When phytase was originally introduced to the global feed industry, the focus was on reducing added mineral phosphate levels in the diets, saving both money and reducing pollution. Standard doses of phytase, traditionally targeted at releasing an extra 1 kg of available phosphorus (avP) per tonne of feed, results in the release of approximately 40-45% of the phosphorus bound to the phytate (IP6) molecule. Empirically, this has been found to result in the accumulation of lower phytate esters, primarily a mixture of IP4 and IP3, in the animal gut. The key point is that standard phytase dosing may be degrading one anti-nutrient and simply replacing it with another.
So targeting the rapid destruction of IP6 to IP2 with a minimal accumulation of lower phytate esters could further improve animal performance. This may be achieved by selecting the phytase with the optimal characteristics for IP6, IP5, IP4 and IP3 breakdown, and using this phytase at superdose levels – typically three to four times the standard dose.

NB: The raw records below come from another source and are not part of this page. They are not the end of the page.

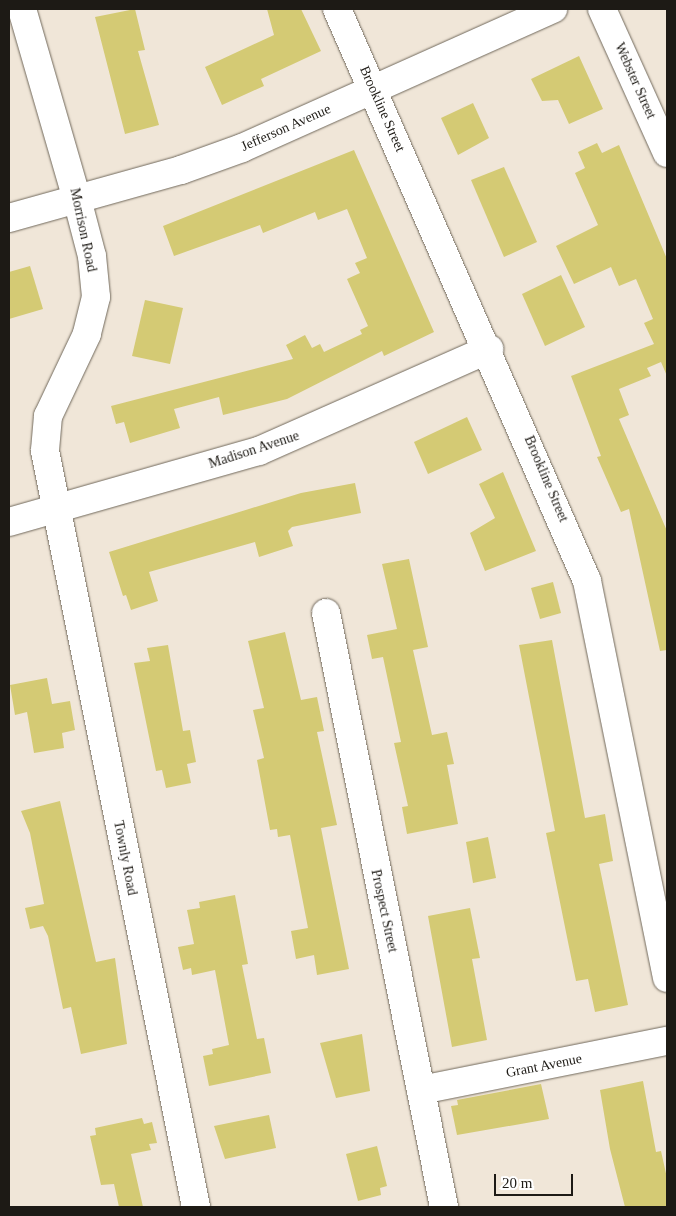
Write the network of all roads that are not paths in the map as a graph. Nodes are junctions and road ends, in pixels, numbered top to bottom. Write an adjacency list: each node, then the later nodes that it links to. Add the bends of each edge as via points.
1 (22, 9): 7 (street, Morrison Road)
2 (338, 9): 5 (street, Brookline Street)
3 (552, 9): 5 (street, Jefferson Avenue)
4 (602, 9): 6 (street, Webster Street)
5 (373, 89): 7 (street, Jefferson Avenue, via 242,148); 9 (street, Brookline Street)
6 (667, 153)
7 (77, 199): 8 (street, Jefferson Avenue); 10 (street, Morrison Road, via 92,256 96,297 87,334 48,416 45,451)
8 (9, 218)
9 (489, 349): 10 (street, Madison Avenue, via 276,444); 13 (street, Brookline Street, via 587,581)
10 (54, 508): 11 (street, Madison Avenue); 16 (street, Townly Road)
11 (9, 522)
12 (326, 613): 15 (street, Prospect Street)
13 (667, 978)
14 (667, 1041): 15 (street, Grant Avenue)
15 (422, 1090): 17 (street, Prospect Street)
16 (196, 1207)
17 (444, 1207)

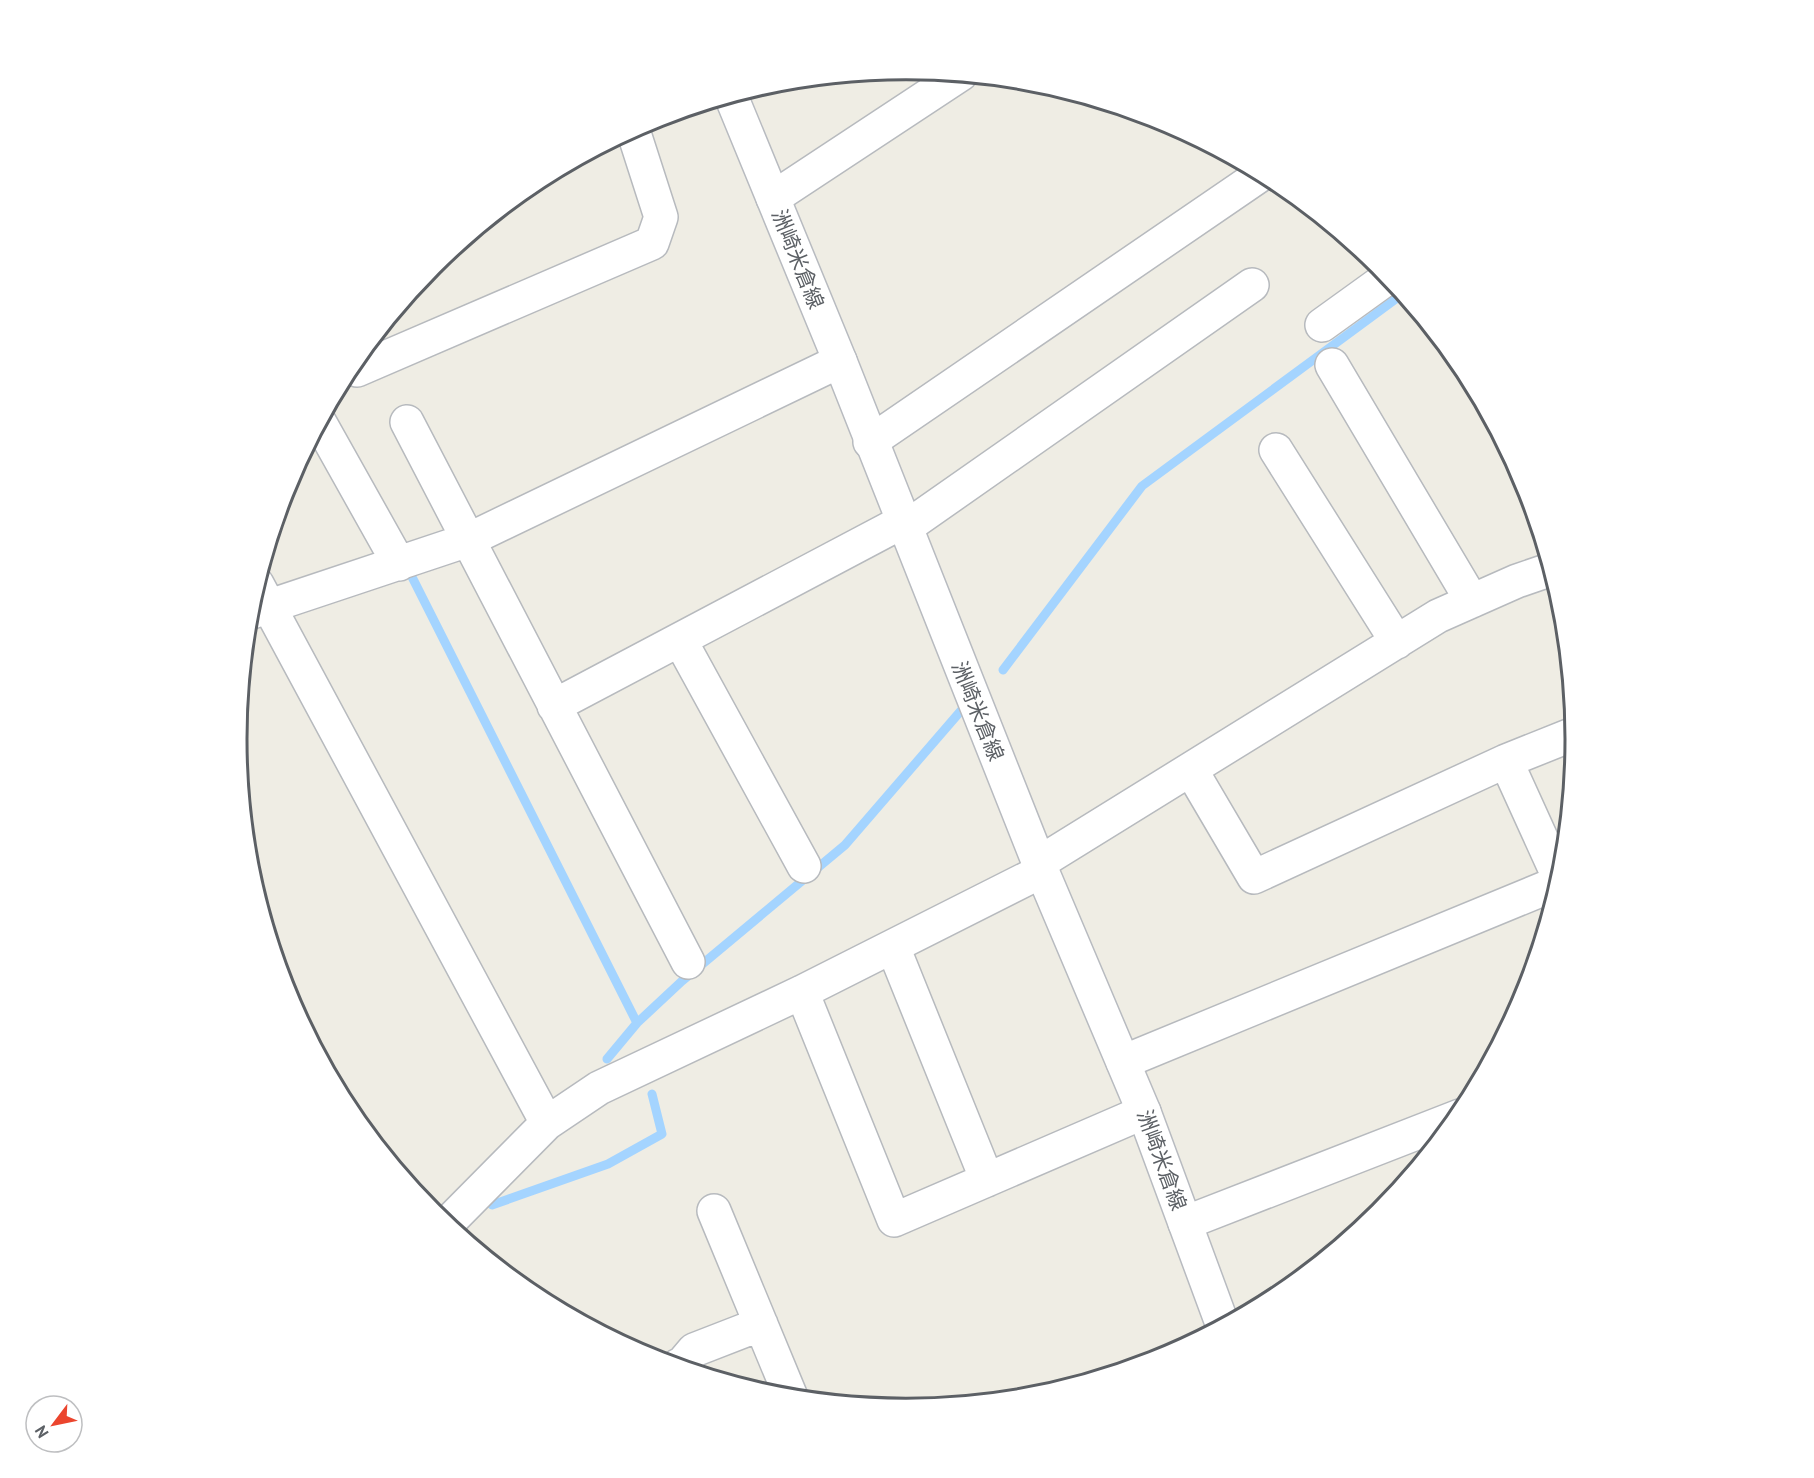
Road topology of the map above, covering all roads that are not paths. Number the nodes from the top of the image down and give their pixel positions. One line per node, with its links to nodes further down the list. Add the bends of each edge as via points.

A recent US study in grower pigs showed that increasing phytase from 500 to 2,000 FTU/kg improved average daily gain (ADG) and feed conversion ratio (FCR).

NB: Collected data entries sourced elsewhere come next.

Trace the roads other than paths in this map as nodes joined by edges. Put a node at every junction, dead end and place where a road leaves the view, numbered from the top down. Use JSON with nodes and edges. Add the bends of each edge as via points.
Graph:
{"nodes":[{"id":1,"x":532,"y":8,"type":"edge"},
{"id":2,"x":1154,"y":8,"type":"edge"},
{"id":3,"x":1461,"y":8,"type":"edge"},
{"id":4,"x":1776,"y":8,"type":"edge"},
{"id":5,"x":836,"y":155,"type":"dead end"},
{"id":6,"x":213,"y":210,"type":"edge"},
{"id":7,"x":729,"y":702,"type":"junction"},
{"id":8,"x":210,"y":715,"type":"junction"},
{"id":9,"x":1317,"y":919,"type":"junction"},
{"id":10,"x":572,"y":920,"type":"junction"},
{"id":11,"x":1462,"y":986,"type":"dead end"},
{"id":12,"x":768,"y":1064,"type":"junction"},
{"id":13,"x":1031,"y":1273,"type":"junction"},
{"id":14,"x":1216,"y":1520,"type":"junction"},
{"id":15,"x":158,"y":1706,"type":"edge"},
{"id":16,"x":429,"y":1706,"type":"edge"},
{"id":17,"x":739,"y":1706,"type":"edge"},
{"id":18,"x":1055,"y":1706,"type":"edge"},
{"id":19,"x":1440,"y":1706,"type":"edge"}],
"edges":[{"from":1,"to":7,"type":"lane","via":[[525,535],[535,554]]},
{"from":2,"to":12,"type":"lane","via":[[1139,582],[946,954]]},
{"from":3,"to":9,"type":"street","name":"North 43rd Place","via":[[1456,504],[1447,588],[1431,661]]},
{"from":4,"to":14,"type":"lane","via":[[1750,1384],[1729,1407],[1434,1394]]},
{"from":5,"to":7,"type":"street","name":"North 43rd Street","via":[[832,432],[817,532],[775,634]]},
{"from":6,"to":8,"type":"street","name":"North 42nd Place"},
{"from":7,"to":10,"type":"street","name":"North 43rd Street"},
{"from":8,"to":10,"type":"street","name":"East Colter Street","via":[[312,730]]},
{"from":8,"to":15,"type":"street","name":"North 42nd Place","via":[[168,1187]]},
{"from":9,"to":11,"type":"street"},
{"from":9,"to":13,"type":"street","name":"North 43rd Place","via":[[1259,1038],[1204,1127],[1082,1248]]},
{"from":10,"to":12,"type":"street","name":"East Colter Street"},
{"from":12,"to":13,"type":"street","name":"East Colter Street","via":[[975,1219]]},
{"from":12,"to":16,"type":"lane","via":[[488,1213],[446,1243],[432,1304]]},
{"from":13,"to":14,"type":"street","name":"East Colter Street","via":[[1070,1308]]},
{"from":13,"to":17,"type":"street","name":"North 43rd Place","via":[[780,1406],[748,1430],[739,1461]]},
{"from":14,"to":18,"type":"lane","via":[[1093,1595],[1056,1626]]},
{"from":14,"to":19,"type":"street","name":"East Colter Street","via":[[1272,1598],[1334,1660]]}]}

The positive response to superdosing levels of phytase seen here can be associated with the phytase breaking down IP6, IP5, IP4 and IP3 so as to eliminate their anti-nutrient effects. Figure 2, from the same study, shows that, as phytase levels increased above the standard level (500 FTU), the initial increment in IP4 and IP3 concentrations were held in check and reversed to NC levels.

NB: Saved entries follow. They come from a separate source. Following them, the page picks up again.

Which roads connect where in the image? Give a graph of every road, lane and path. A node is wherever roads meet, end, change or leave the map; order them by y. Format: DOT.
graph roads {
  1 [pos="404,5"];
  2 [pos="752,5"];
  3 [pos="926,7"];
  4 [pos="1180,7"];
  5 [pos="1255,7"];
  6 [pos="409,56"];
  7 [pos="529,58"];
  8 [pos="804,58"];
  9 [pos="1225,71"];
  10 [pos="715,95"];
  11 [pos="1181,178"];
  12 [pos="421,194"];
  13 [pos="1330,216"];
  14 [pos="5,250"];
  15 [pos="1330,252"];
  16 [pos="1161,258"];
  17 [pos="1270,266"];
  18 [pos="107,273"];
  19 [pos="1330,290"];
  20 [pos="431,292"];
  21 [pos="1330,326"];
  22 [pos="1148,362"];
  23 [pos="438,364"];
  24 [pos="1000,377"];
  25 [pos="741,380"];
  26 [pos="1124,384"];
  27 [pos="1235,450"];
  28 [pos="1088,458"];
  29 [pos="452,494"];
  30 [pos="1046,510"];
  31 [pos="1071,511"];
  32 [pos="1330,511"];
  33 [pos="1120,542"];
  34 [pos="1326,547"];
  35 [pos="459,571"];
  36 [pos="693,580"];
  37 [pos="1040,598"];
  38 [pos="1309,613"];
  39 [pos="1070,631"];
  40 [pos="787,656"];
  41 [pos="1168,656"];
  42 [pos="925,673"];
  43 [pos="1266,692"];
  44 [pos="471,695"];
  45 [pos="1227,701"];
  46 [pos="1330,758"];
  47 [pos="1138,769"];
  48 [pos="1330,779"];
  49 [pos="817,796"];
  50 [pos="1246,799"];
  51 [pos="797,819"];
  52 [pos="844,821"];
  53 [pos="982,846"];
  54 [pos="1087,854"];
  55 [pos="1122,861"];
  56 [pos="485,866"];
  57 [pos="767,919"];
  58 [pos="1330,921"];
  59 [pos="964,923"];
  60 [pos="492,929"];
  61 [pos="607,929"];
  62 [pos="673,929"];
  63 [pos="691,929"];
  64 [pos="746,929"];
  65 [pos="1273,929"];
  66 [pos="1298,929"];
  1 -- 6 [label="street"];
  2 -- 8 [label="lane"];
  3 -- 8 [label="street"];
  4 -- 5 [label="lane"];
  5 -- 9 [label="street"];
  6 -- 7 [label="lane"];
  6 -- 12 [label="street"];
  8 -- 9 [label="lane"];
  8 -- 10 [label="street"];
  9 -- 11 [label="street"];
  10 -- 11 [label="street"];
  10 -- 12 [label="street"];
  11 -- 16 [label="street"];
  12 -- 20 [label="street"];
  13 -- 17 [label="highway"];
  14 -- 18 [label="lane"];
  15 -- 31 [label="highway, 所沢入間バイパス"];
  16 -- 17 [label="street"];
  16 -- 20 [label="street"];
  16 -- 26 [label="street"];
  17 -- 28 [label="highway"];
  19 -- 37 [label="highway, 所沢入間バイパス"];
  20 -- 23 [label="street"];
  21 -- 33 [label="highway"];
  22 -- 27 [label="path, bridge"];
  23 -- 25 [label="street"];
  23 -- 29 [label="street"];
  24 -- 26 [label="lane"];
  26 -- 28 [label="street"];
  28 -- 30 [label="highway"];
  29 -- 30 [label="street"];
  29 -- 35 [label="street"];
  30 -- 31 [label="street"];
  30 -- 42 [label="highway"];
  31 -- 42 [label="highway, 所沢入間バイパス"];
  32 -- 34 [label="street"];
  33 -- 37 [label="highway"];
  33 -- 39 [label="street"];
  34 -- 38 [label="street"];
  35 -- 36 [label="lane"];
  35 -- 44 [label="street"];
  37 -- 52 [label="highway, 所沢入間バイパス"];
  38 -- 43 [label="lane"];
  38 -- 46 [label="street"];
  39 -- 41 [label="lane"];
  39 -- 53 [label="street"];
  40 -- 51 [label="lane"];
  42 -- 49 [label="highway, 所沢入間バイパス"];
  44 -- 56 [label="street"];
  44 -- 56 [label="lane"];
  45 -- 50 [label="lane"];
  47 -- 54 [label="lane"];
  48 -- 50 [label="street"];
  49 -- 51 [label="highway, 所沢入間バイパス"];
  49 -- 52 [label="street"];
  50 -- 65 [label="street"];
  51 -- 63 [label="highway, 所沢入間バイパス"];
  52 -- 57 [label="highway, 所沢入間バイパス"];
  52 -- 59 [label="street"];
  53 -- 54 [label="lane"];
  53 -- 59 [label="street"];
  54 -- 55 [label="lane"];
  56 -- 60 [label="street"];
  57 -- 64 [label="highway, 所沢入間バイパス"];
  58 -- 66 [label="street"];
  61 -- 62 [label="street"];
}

In this regard, superdosing can be seen as using enough phytase to prevent the build-up of IP3 and IP4 within the animal.
Maximum phytate destruction
When thinking about phytases, they should be considered as enzymes used to effectively breakdown IP5, IP4 and IP3, as well as IP6. Phytases should not only release P, but also eliminate all inhibitors of digestion and enable the animal to grow more efficiently. Superdosing phytase does exactly that.
This also sheds light on why there are differences between commercial phytases when they are employed for superdosing. To date, the focus in phytase comparisons has been on their ability to degrade IP6. There are clearly differences between phytases in this respect, but the fact is that each phytase ‘sees’ IP5, IP4, IP3 and IP2 as a totally new substrate.
Phytases also differ in their ability to attack these lower esters and this is cannot be predicted from their activity on IP6. For animal producers to see a greater return from their phytase programme, they need to select an effective phytase that, when applied at superdosed levels, can break down IP6 and continue to destroy the anti-nutritive lower phytate esters, even at low concentrations of phytate.
Choosing a phytase simply by determining how much phosphorus it releases does not provide the full picture. Scientific data now enable a much better understanding of the precise effect that phytases have in the gut, thereby maximising the performance benefits that can be gained through effective superdosing.